Exhibit 99.CODE ETH
                              PACIFIC CAPITAL FUNDS

                         SUPPLEMENTAL CODE OF ETHICS FOR
                PRINCIPAL OFFICERS AND SENIOR FINANCIAL OFFICERS

          The Board of Trustees (the "Board") of Pacific Capital Funds (the
"Trust") has adopted this Supplemental Code of Ethics (the "Code") for the
Trust's Principal Officers and Senior Financial Officers (the "Officers") to
guide and remind the Officers of their responsibilities to the Trust, other
Officers, shareholders of the Trust, and governmental authorities. Officers are
expected to act in accordance with the guidance and standards set forth in this
Code.

          For the purposes of this Code, the Trust's Principal Officers and
Senior Financial Officers shall include: the Principal Executive Officer; the
Principal Financial Officer; the Principal Accounting Officer; the Controller;
and any persons performing similar functions on behalf of the Trust, regardless
of whether such persons are employed by the Trust or a third party.

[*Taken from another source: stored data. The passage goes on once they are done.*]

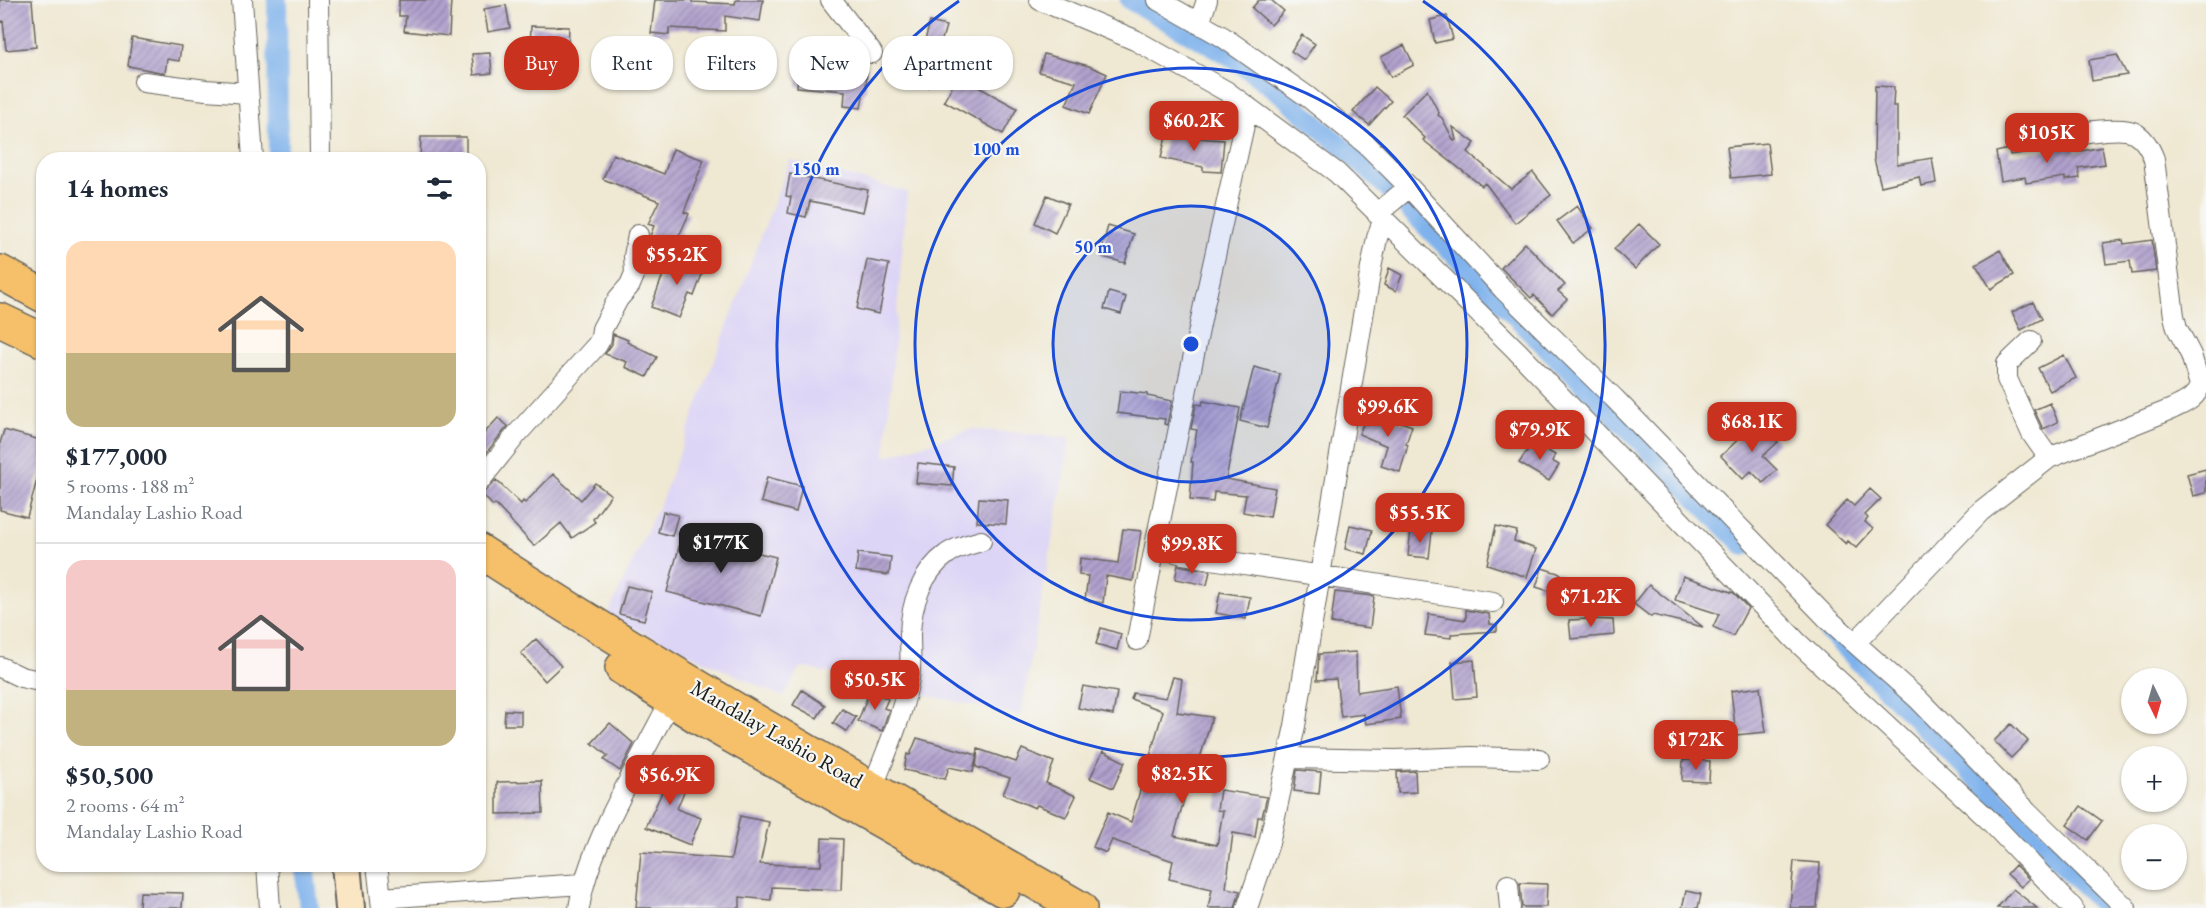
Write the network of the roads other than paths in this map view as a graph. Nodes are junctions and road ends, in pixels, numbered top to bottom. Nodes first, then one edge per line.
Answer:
1 (242, 0) edge
2 (831, 0) edge
3 (1040, 0) edge
4 (1207, 0) edge
5 (1161, 1) edge
6 (322, 3) edge
7 (1199, 24) junction
8 (872, 53) dead end
9 (144, 82) dead end
10 (248, 93) junction
11 (1248, 107) junction
12 (2033, 141) dead end
13 (252, 152) edge
14 (320, 152) edge
15 (1406, 189) junction
16 (1381, 214) junction
17 (638, 235) dead end
18 (0, 272) edge
19 (36, 292) edge
20 (0, 320) edge
21 (36, 337) edge
22 (2031, 341) dead end
23 (2199, 352) edge
24 (2049, 458) junction
25 (486, 473) edge
26 (1157, 536) junction
27 (981, 541) dead end
28 (486, 555) edge
29 (1320, 577) junction
30 (486, 583) edge
31 (1493, 602) dead end
32 (1137, 640) dead end
33 (1855, 643) junction
34 (0, 667) edge
35 (36, 680) edge
36 (671, 700) junction
37 (1289, 758) junction
38 (1539, 759) dead end
39 (872, 789) junction
40 (268, 872) edge
41 (347, 872) edge
42 (378, 872) edge
43 (582, 884) junction
44 (1508, 885) dead end
45 (381, 903) edge
46 (270, 908) edge
47 (350, 908) edge
48 (579, 908) edge
49 (1035, 908) edge
50 (1080, 908) edge
51 (1247, 908) edge
52 (1510, 908) edge
53 (2073, 908) edge
54 (2126, 908) edge

1 - 10 street
2 - 8 street
3 - 11 street
4 - 7 street
5 - 7 street
6 - 14 street
7 - 15 street
9 - 10 street
10 - 13 street
11 - 16 street
11 - 26 street
12 - 23 street
15 - 16 street
15 - 33 street
16 - 29 street
16 - 53 street
17 - 25 street
18 - 19 highway
20 - 21 highway
22 - 24 street
23 - 24 street
24 - 33 street
26 - 29 street
26 - 32 street
27 - 39 street
28 - 39 highway, Mandalay Lashio Road
29 - 31 street
29 - 37 street
30 - 36 highway, Mandalay Lashio Road
33 - 54 street
34 - 35 street
36 - 43 street
36 - 49 highway, Mandalay Lashio Road
37 - 38 street
37 - 51 street
39 - 50 highway, Mandalay Lashio Road
40 - 46 street
41 - 47 street
42 - 45 street
43 - 45 street
43 - 48 street
44 - 52 street

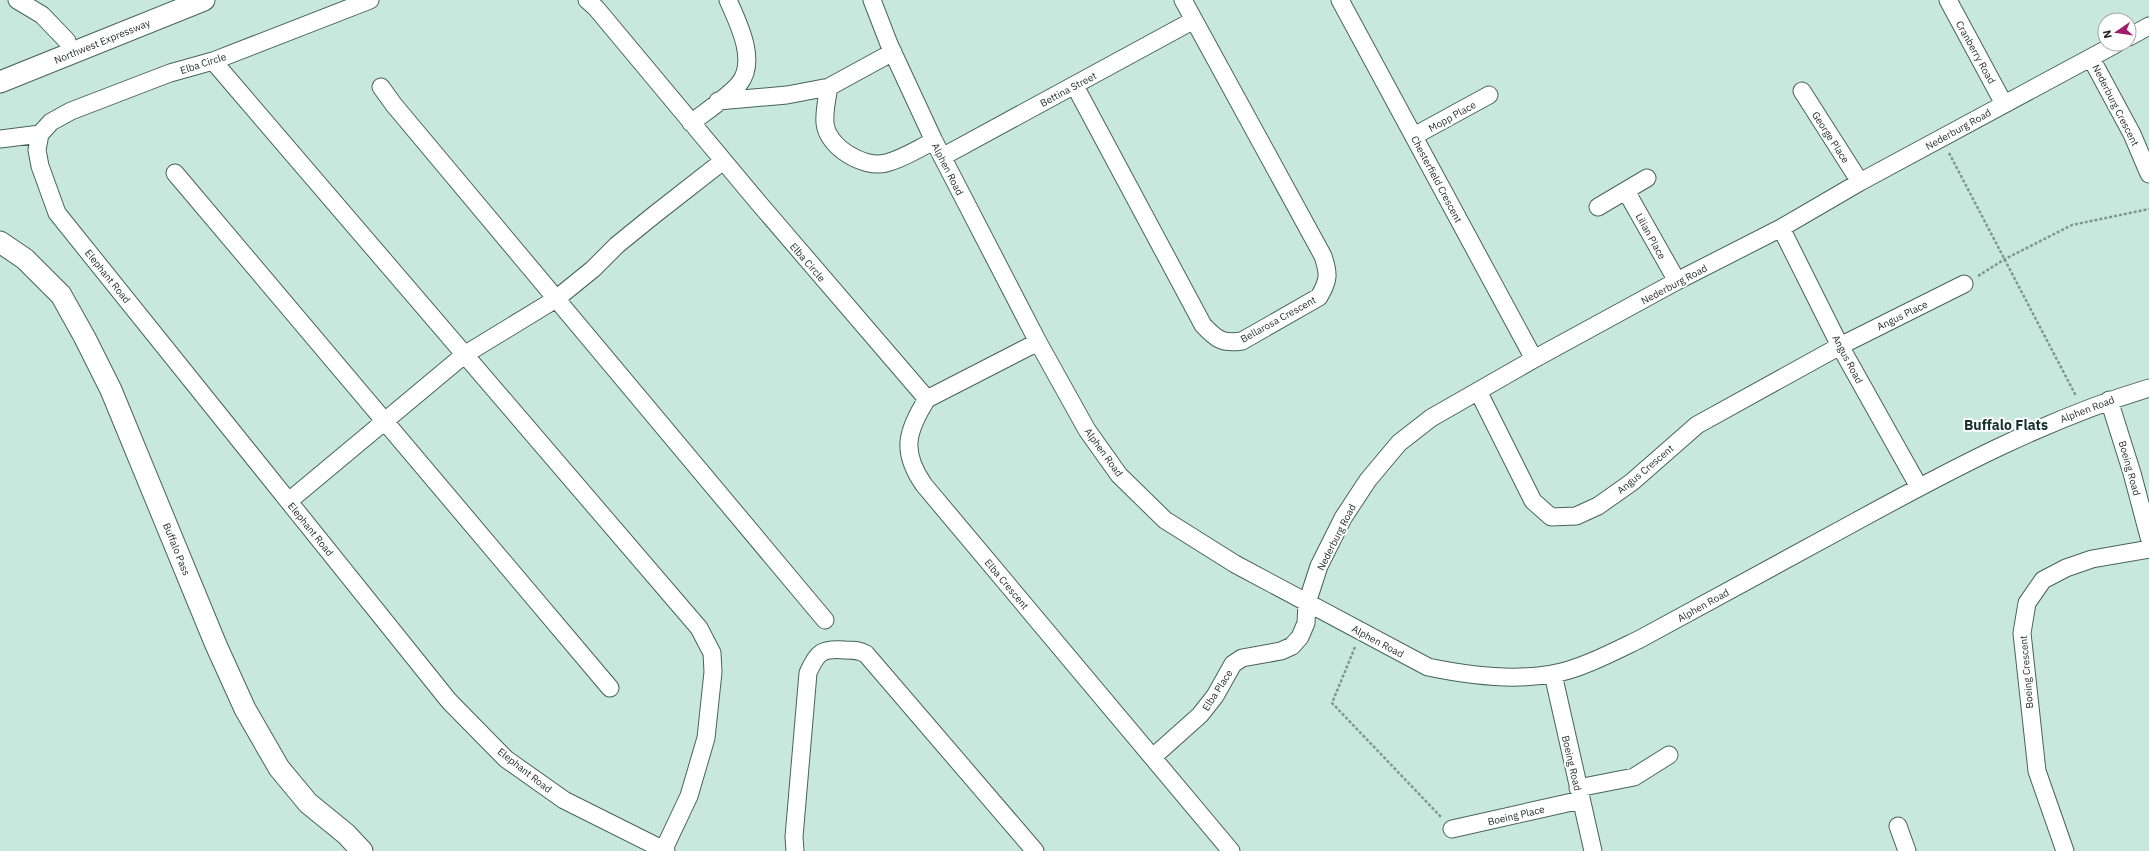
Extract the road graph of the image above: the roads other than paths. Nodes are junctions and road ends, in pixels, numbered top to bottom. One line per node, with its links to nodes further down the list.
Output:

          This Code is intended to serve as the code of ethics described in
Section 406 of The Sarbanes-Oxley Act of 2002 and Form N-CSR. To the extent that
an Officer is subject to the Trust's code of ethics adopted pursuant to Rule
17j-1 of the Investment Company Act of 1940, as amended (the "Rule 17j-1 Code"),
this Code is intended to supplement and be interpreted in the context of the
Rule 17j-1 Code. This Code also should be interpreted in the context of all
applicable laws, regulations, the Trust's Agreement and Declaration of Trust and
Bylaws, as amended, and all other governance and disclosure policies and
documents adopted by the Board. All Officers must become familiar and fully
comply with this Code. Because this Code cannot and does not cover every
applicable law or provide answers to all questions that might arise, all
Officers are expected to use common sense about what is right and wrong,
including a sense of when it is proper to seek guidance from others on the
appropriate course of conduct.

          The purpose of this Code is to set standards for the Officers that are
reasonably designed to deter wrongdoing and are necessary to promote:

          (i)   honest and ethical conduct, including the ethical handling of
                actual or apparent conflicts of interest between personal and
                professional relationships;

          (ii)  full, fair, accurate, timely, and understandable disclosure in
                reports and documents that the Trust files with, or submits to,
                the Securities and Exchange Commission (the "SEC") and in any
                other public communications by the Trust;

          (iii) compliance with applicable governmental laws, rules and
                regulations;

          (iv)  the prompt internal reporting of violations of the Code to the
                appropriate persons as set forth in the Code; and



          (v)   accountability for adherence to the Code.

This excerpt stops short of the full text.